Un momento al mercato di La Laja
Ottantanove omicidi al giorno. Per un totale di oltre 27mila vittime. La violenza in Messico ha battuto ogni record. Lo dicono le cifre diffuse dalle stesse autorità. Dietro i numeri, si nascondono, però, donne, uomini, bambini. Esseri umani ridotti a meri corpi, da mutilare, massacrare e seppellire in una fossa comune.
Morti invisibili per il governo e l’opinione pubblica internazionale. Non per familiari, parenti e amici. «Sono loro a custodirne la memoria. E a restituire alle vittime la loro umanità», racconta monsignor Luigi Ginami, presidente della Fondazione Santina, in questi giorni a La Laja, cuore di tenebra del Guerrero.

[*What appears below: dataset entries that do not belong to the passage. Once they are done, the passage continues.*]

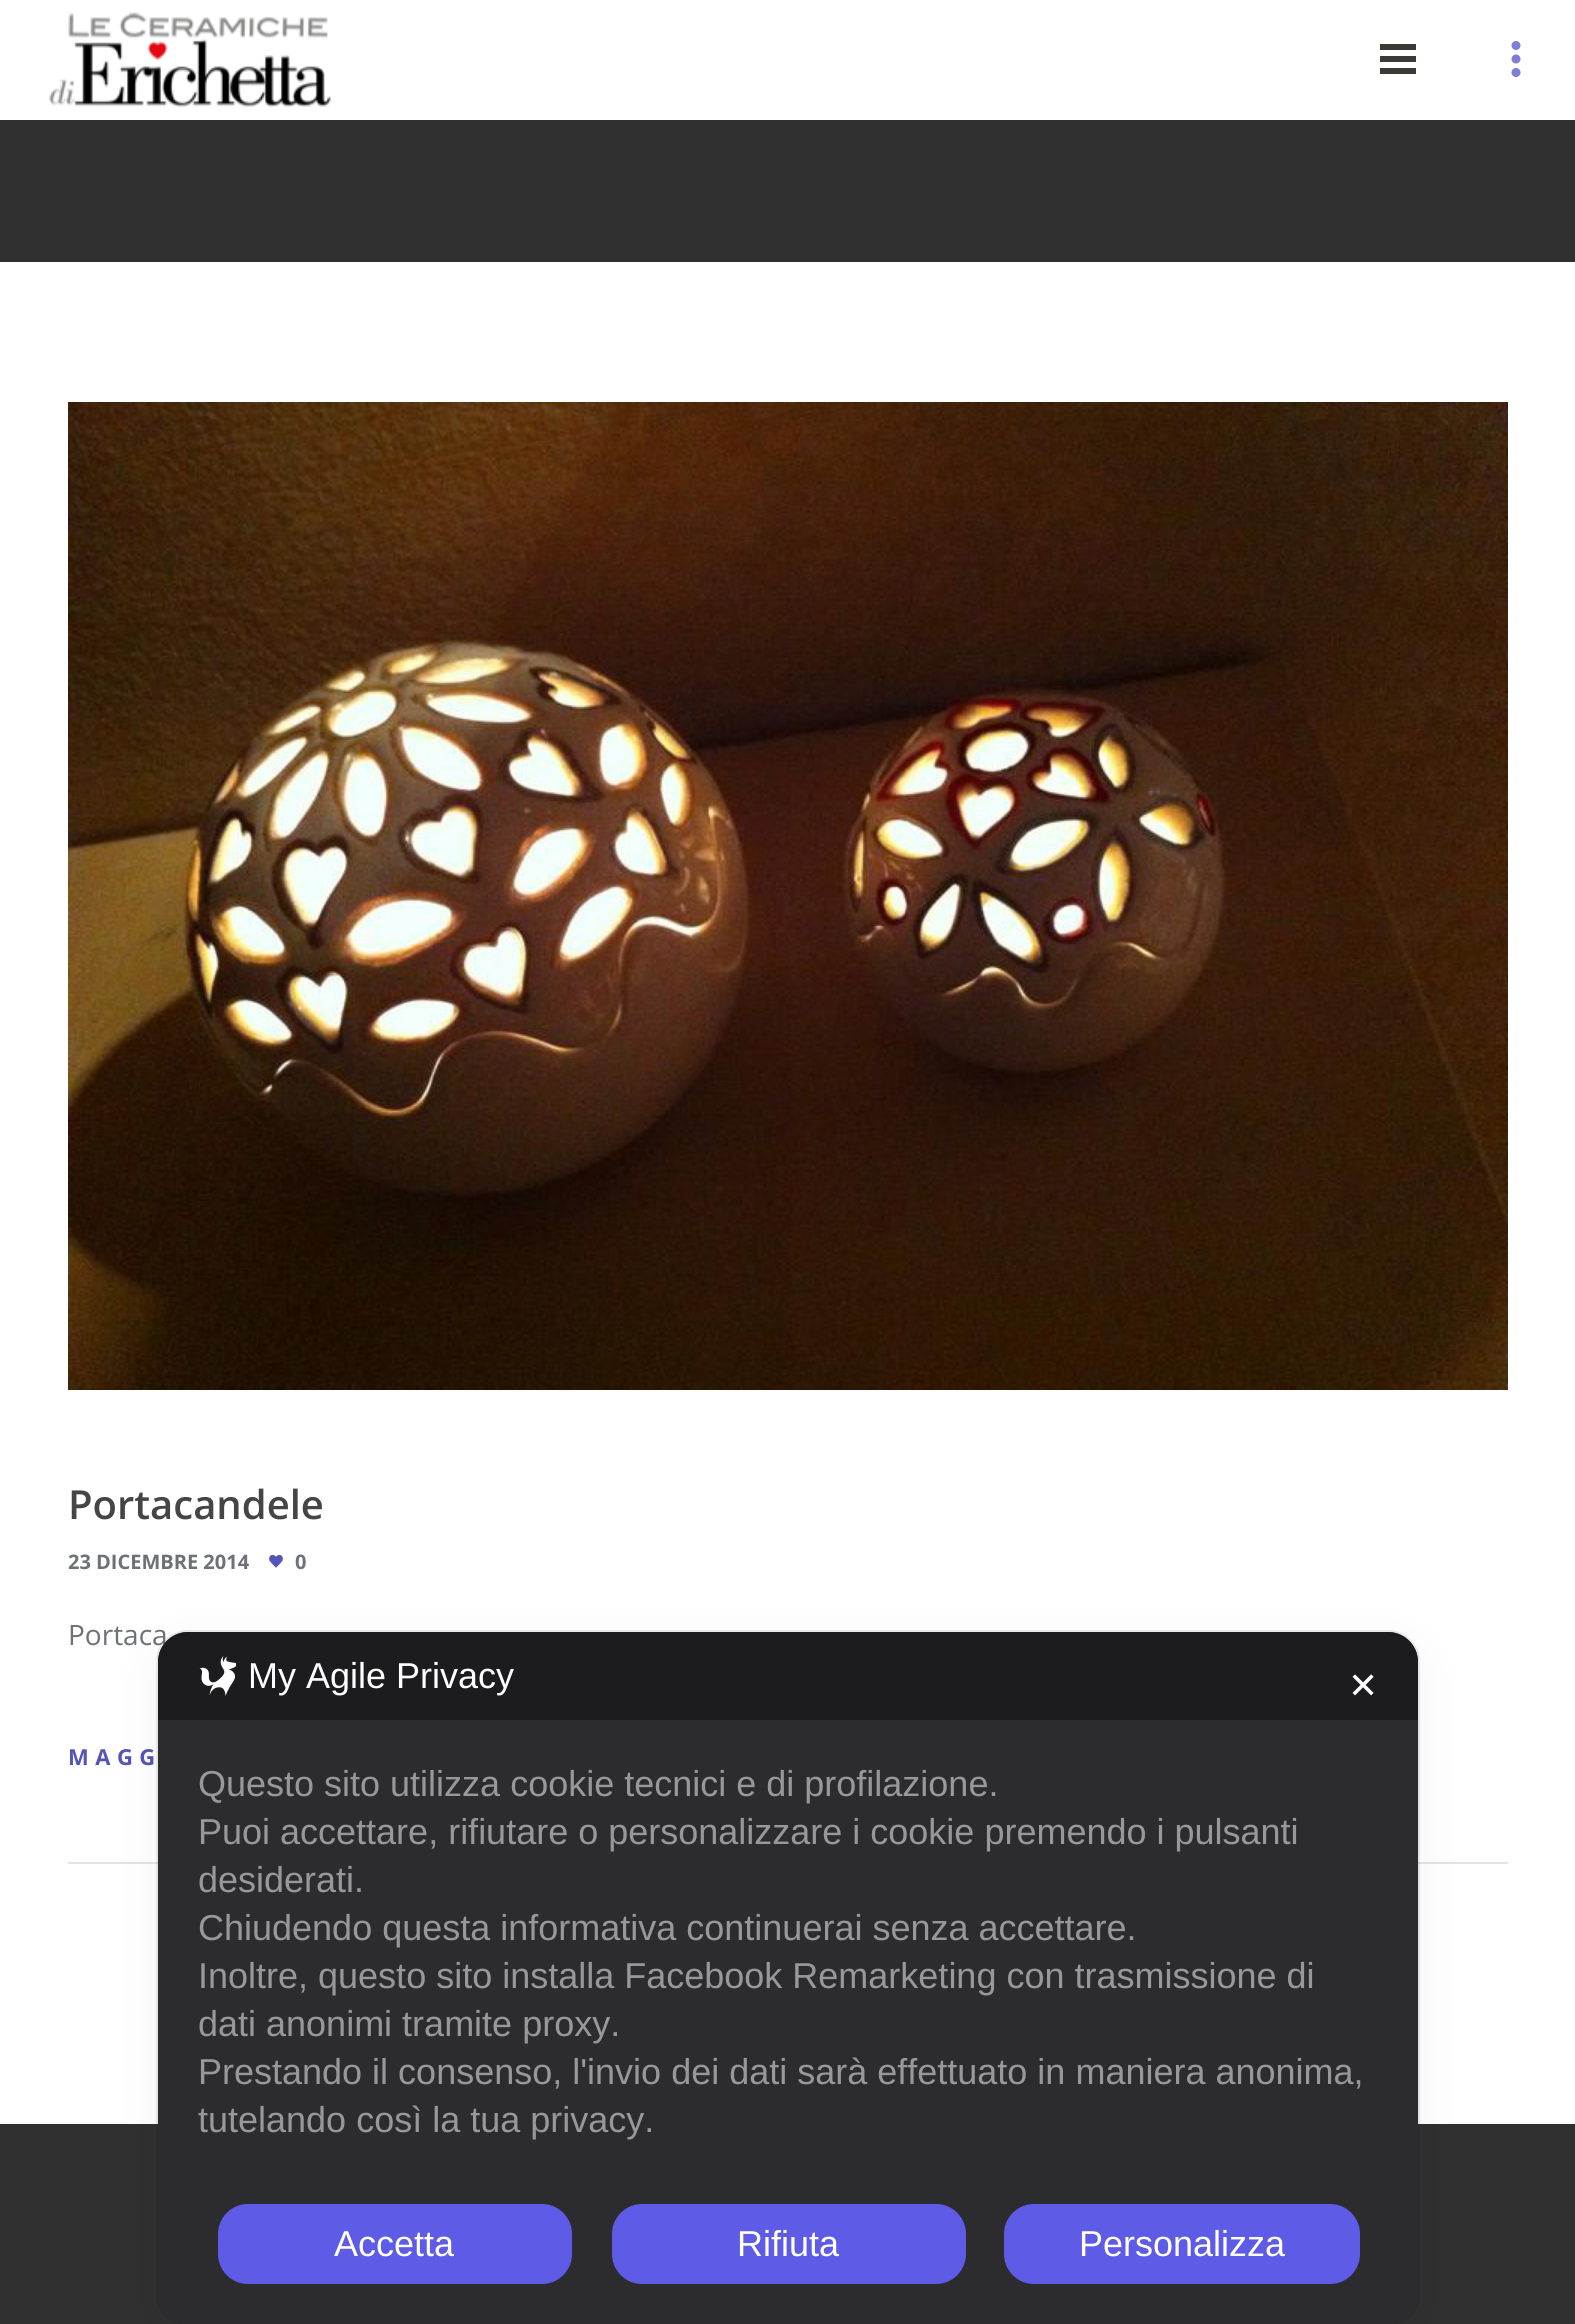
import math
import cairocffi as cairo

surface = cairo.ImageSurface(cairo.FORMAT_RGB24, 1575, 2324)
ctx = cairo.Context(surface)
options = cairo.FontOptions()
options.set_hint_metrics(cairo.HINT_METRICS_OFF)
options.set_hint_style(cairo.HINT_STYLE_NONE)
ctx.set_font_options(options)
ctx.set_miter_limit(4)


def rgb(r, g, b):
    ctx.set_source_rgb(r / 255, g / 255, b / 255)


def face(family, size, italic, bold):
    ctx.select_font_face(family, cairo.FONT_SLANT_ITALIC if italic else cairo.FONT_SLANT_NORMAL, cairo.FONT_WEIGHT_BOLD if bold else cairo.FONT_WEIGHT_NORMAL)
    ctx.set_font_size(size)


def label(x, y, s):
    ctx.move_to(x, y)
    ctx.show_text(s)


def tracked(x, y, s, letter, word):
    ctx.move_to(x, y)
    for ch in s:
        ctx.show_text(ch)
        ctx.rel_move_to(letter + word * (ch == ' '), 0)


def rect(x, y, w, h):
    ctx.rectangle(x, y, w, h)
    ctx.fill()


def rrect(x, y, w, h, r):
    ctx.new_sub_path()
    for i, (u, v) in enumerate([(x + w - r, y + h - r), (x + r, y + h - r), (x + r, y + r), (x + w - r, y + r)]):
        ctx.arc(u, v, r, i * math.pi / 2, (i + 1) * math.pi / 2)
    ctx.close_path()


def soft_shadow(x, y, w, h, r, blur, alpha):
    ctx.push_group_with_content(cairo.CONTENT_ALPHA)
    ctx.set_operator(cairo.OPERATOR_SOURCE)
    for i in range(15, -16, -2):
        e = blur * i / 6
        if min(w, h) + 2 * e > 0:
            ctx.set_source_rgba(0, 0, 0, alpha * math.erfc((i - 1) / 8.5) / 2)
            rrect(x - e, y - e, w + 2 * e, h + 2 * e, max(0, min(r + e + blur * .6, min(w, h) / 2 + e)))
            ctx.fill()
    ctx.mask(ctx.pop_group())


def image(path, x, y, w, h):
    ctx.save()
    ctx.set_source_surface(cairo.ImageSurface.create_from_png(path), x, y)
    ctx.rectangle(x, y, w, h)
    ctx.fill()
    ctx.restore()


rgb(255, 255, 255)
ctx.paint()
image('image0.png', 49, 12, 282, 95)
rgb(60, 58, 53)
rect(1380, 44, 36, 6)
rect(1380, 56, 36, 6)
rect(1380, 68, 36, 6)
image('image1.png', 1511, 41, 10, 36)
rgb(48, 48, 48)
rect(0, 120, 1575, 142)
rgb(228, 228, 228)
rect(68, 1862, 1440, 2)
image('image2.png', 68, 402, 1440, 988)
face('Open Sans SemiBold', 40, 0, 0)
rgb(69, 69, 69)
label(68, 1519, 'Portacandele')
face('Open Sans', 20, 0, 1)
rgb(110, 113, 119)
label(68, 1569, '23 DICEMBRE 2014')
image('image3.png', 269, 1554, 14, 14)
label(295, 1569, '0')
face('Open Sans', 28, 0, 0)
label(68, 1645, 'Portaca')
face('Open Sans', 22, 0, 1)
rgb(86, 84, 183)
tracked(68, 1765, 'MAGG', 6.5, 0)
rgb(48, 48, 48)
rect(0, 2124, 1575, 200)
rrect(157, 1631, 1262, 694, 31)
ctx.set_source_rgba(0, 0, 0, 0.08)
ctx.stroke()
rgb(0, 0, 0)
soft_shadow(158, 1644, 1260, 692, 30, 24, 0.05)
rgb(44, 44, 46)
rrect(158, 1632, 1260, 692, 30)
ctx.fill()
rgb(28, 28, 30)
ctx.new_path()
ctx.move_to(188, 1632)
ctx.line_to(1388, 1632)
ctx.curve_to(1404.5, 1632, 1418, 1645.5, 1418, 1662)
ctx.line_to(1418, 1720)
ctx.line_to(158, 1720)
ctx.line_to(158, 1662)
ctx.curve_to(158, 1645.5, 171.5, 1632, 188, 1632)
ctx.close_path()
ctx.fill()
image('image4.png', 199, 1656, 37, 40)
face('Liberation Sans', 36, 0, 0)
rgb(255, 255, 255)
label(248, 1688, 'My Agile Privacy')
face('DejaVu Sans', 36, 0, 0)
label(1348, 1698, '✕')
face('Liberation Sans', 36, 0, 0)
rgb(152, 152, 153)
label(198, 1796, 'Questo sito utilizza cookie tecnici e di profilazione.')
label(198, 1844, 'Puoi accettare, rifiutare o personalizzare i cookie premendo i pulsanti')
label(198, 1892, 'desiderati.')
label(198, 1940, 'Chiudendo questa informativa continuerai senza accettare.')
label(198, 1988, 'Inoltre, questo sito installa Facebook Remarketing con trasmissione di')
label(198, 2036, 'dati anonimi tramite proxy.')
label(198, 2084, 'Prestando il consenso, l\'invio dei dati sarà effettuato in maniera anonima,')
label(198, 2132, 'tutelando così la tua privacy.')
rgb(94, 92, 230)
rrect(218, 2204, 354, 80, 30)
ctx.fill()
rgb(255, 255, 255)
label(334, 2256, 'Accetta')
rgb(94, 92, 230)
rrect(612, 2204, 354, 80, 30)
ctx.fill()
rgb(255, 255, 255)
label(737, 2256, 'Rifiuta')
rgb(94, 92, 230)
rrect(1004, 2204, 356, 80, 30)
ctx.fill()
rgb(255, 255, 255)
label(1079, 2256, 'Personalizza')
surface.write_to_png('render.png')
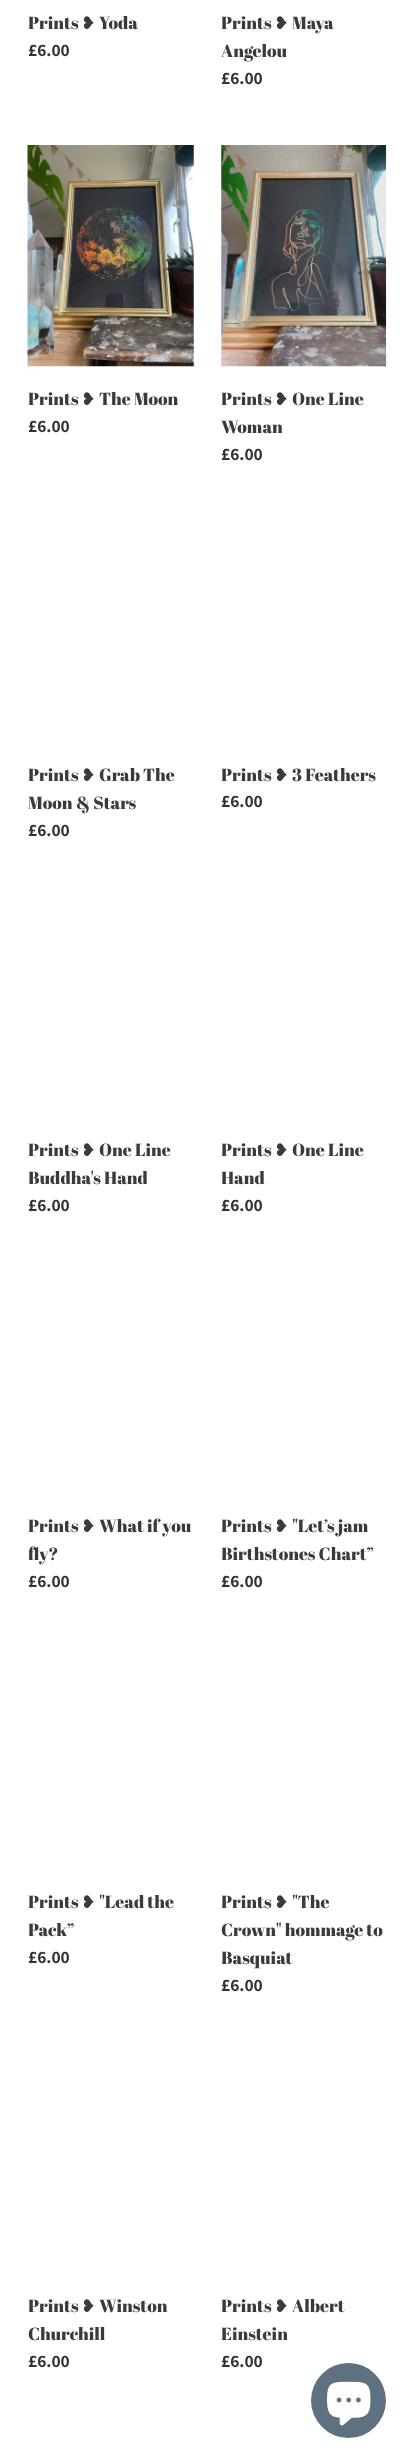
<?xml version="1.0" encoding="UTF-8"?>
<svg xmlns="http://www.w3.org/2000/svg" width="413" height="2463">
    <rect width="100%" height="100%" fill="#FFFFFF"/>
    <text x="28" y="29" font-family="Abril Fatface" font-size="17.5" fill="#3A3A3A">Prints</text>
    <text x="81" y="29" font-family="DejaVu Sans" font-size="17.5" fill="#3A3A3A">❥</text>
    <text x="99" y="29" font-family="Abril Fatface" font-size="17.5" fill="#3A3A3A">Yoda</text>
    <text x="28" y="56" font-family="Assistant" font-size="17.5" font-weight="700" fill="#333232">£6.00</text>
    <text x="221" y="29" font-family="Abril Fatface" font-size="17.5" fill="#3A3A3A">Prints</text>
    <text x="274" y="29" font-family="DejaVu Sans" font-size="17.5" fill="#3A3A3A">❥</text>
    <text x="292" y="29" font-family="Abril Fatface" font-size="17.5" fill="#3A3A3A">Maya</text>
    <text x="221" y="57" font-family="Abril Fatface" font-size="17.5" fill="#3A3A3A">Angelou</text>
    <text x="221" y="84" font-family="Assistant" font-size="17.5" font-weight="700" fill="#333232">£6.00</text>
    <image x="27" y="145" width="167" height="222" href="img_01.png"/>
    <text x="28" y="405" font-family="Abril Fatface" font-size="17.5" fill="#3A3A3A">Prints</text>
    <text x="81" y="405" font-family="DejaVu Sans" font-size="17.5" fill="#3A3A3A">❥</text>
    <text x="99" y="405" font-family="Abril Fatface" font-size="17.5" fill="#3A3A3A">The Moon</text>
    <text x="28" y="432" font-family="Assistant" font-size="17.5" font-weight="700" fill="#333232">£6.00</text>
    <image x="221" y="145" width="166" height="222" href="img_02.png"/>
    <text x="221" y="405" font-family="Abril Fatface" font-size="17.5" fill="#3A3A3A">Prints</text>
    <text x="274" y="405" font-family="DejaVu Sans" font-size="17.5" fill="#3A3A3A">❥</text>
    <text x="292" y="405" font-family="Abril Fatface" font-size="17.5" fill="#3A3A3A">One Line</text>
    <text x="221" y="433" font-family="Abril Fatface" font-size="17.5" fill="#3A3A3A">Woman</text>
    <text x="221" y="460" font-family="Assistant" font-size="17.5" font-weight="700" fill="#333232">£6.00</text>
    <text x="28" y="781" font-family="Abril Fatface" font-size="17.5" fill="#3A3A3A">Prints</text>
    <text x="81" y="781" font-family="DejaVu Sans" font-size="17.5" fill="#3A3A3A">❥</text>
    <text x="99" y="781" font-family="Abril Fatface" font-size="17.5" fill="#3A3A3A">Grab The</text>
    <text x="28" y="809" font-family="Abril Fatface" font-size="17.5" fill="#3A3A3A">Moon &amp; Stars</text>
    <text x="28" y="836" font-family="Assistant" font-size="17.5" font-weight="700" fill="#333232">£6.00</text>
    <text x="221" y="781" font-family="Abril Fatface" font-size="17.5" fill="#3A3A3A">Prints</text>
    <text x="274" y="781" font-family="DejaVu Sans" font-size="17.5" fill="#3A3A3A">❥</text>
    <text x="292" y="781" font-family="Abril Fatface" font-size="17.5" fill="#3A3A3A">3 Feathers</text>
    <text x="221" y="807" font-family="Assistant" font-size="17.5" font-weight="700" fill="#333232">£6.00</text>
    <text x="28" y="1156" font-family="Abril Fatface" font-size="17.5" fill="#3A3A3A">Prints</text>
    <text x="81" y="1156" font-family="DejaVu Sans" font-size="17.5" fill="#3A3A3A">❥</text>
    <text x="99" y="1156" font-family="Abril Fatface" font-size="17.5" fill="#3A3A3A">One Line</text>
    <text x="28" y="1184" font-family="Abril Fatface" font-size="17.5" fill="#3A3A3A">Buddha's Hand</text>
    <text x="28" y="1211" font-family="Assistant" font-size="17.5" font-weight="700" fill="#333232">£6.00</text>
    <text x="221" y="1156" font-family="Abril Fatface" font-size="17.5" fill="#3A3A3A">Prints</text>
    <text x="274" y="1156" font-family="DejaVu Sans" font-size="17.5" fill="#3A3A3A">❥</text>
    <text x="292" y="1156" font-family="Abril Fatface" font-size="17.5" fill="#3A3A3A">One Line</text>
    <text x="221" y="1184" font-family="Abril Fatface" font-size="17.5" fill="#3A3A3A">Hand</text>
    <text x="221" y="1211" font-family="Assistant" font-size="17.5" font-weight="700" fill="#333232">£6.00</text>
    <text x="28" y="1532" font-family="Abril Fatface" font-size="17.5" fill="#3A3A3A">Prints</text>
    <text x="81" y="1532" font-family="DejaVu Sans" font-size="17.5" fill="#3A3A3A">❥</text>
    <text x="99" y="1532" font-family="Abril Fatface" font-size="17.5" fill="#3A3A3A">What if you</text>
    <text x="28" y="1560" font-family="Abril Fatface" font-size="17.5" fill="#3A3A3A">fly?</text>
    <text x="28" y="1587" font-family="Assistant" font-size="17.5" font-weight="700" fill="#333232">£6.00</text>
    <text x="221" y="1532" font-family="Abril Fatface" font-size="17.5" fill="#3A3A3A">Prints</text>
    <text x="274" y="1532" font-family="DejaVu Sans" font-size="17.5" fill="#3A3A3A">❥</text>
    <text x="292" y="1532" font-family="Abril Fatface" font-size="17.5" fill="#3A3A3A">"Let’s jam</text>
    <text x="221" y="1560" font-family="Abril Fatface" font-size="17.5" fill="#3A3A3A">Birthstones Chart”</text>
    <text x="221" y="1587" font-family="Assistant" font-size="17.5" font-weight="700" fill="#333232">£6.00</text>
    <text x="28" y="1908" font-family="Abril Fatface" font-size="17.5" fill="#3A3A3A">Prints</text>
    <text x="81" y="1908" font-family="DejaVu Sans" font-size="17.5" fill="#3A3A3A">❥</text>
    <text x="99" y="1908" font-family="Abril Fatface" font-size="17.5" fill="#3A3A3A">"Lead the</text>
    <text x="28" y="1936" font-family="Abril Fatface" font-size="17.5" fill="#3A3A3A">Pack”</text>
    <text x="28" y="1963" font-family="Assistant" font-size="17.5" font-weight="700" fill="#333232">£6.00</text>
    <text x="221" y="1908" font-family="Abril Fatface" font-size="17.5" fill="#3A3A3A">Prints</text>
    <text x="274" y="1908" font-family="DejaVu Sans" font-size="17.5" fill="#3A3A3A">❥</text>
    <text x="292" y="1908" font-family="Abril Fatface" font-size="17.5" fill="#3A3A3A">"The</text>
    <text font-family="Abril Fatface" font-size="17.5" fill="#3A3A3A">
        <tspan x="221" y="1936">Crown" hommage to</tspan>
        <tspan x="221" y="1964">Basquiat</tspan>
    </text>
    <text x="221" y="1991" font-family="Assistant" font-size="17.5" font-weight="700" fill="#333232">£6.00</text>
    <text x="28" y="2312" font-family="Abril Fatface" font-size="17.5" fill="#3A3A3A">Prints</text>
    <text x="81" y="2312" font-family="DejaVu Sans" font-size="17.5" fill="#3A3A3A">❥</text>
    <text x="99" y="2312" font-family="Abril Fatface" font-size="17.5" fill="#3A3A3A">Winston</text>
    <text x="28" y="2340" font-family="Abril Fatface" font-size="17.5" fill="#3A3A3A">Churchill</text>
    <text x="28" y="2367" font-family="Assistant" font-size="17.5" font-weight="700" fill="#333232">£6.00</text>
    <text x="221" y="2312" font-family="Abril Fatface" font-size="17.5" fill="#3A3A3A">Prints</text>
    <text x="274" y="2312" font-family="DejaVu Sans" font-size="17.5" fill="#3A3A3A">❥</text>
    <text x="292" y="2312" font-family="Abril Fatface" font-size="17.5" fill="#3A3A3A">Albert</text>
    <text x="221" y="2340" font-family="Abril Fatface" font-size="17.5" fill="#3A3A3A">Einstein</text>
    <text x="221" y="2367" font-family="Assistant" font-size="17.5" font-weight="700" fill="#333232">£6.00</text>
    <circle cx="348.5" cy="2400.5" r="37.5" fill="#5F7080"/>
    <image x="327" y="2381" width="44" height="45" href="img_03.png"/>
</svg>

“El padre Gigi”, come lo chiamano i messicani, si è recato nel Paese per portare conforto e amicizia alle popolazioni più colpite dalla narco-guerra. Per condividere le loro sofferenze. Per non farli sentire soli. Sono tali gesti a dare la forza alle vittime di smettere si sentirsi tali e di trasformarsi in costruttori di alternative. Monsignor Ginami e la Fondazione Santina hanno creato, l’anno scorso, un ospizio per i poveri di La Laja. Là hanno voluto stavolta inaugurare un piccolo memoriale per i morti dimenticati del Messico.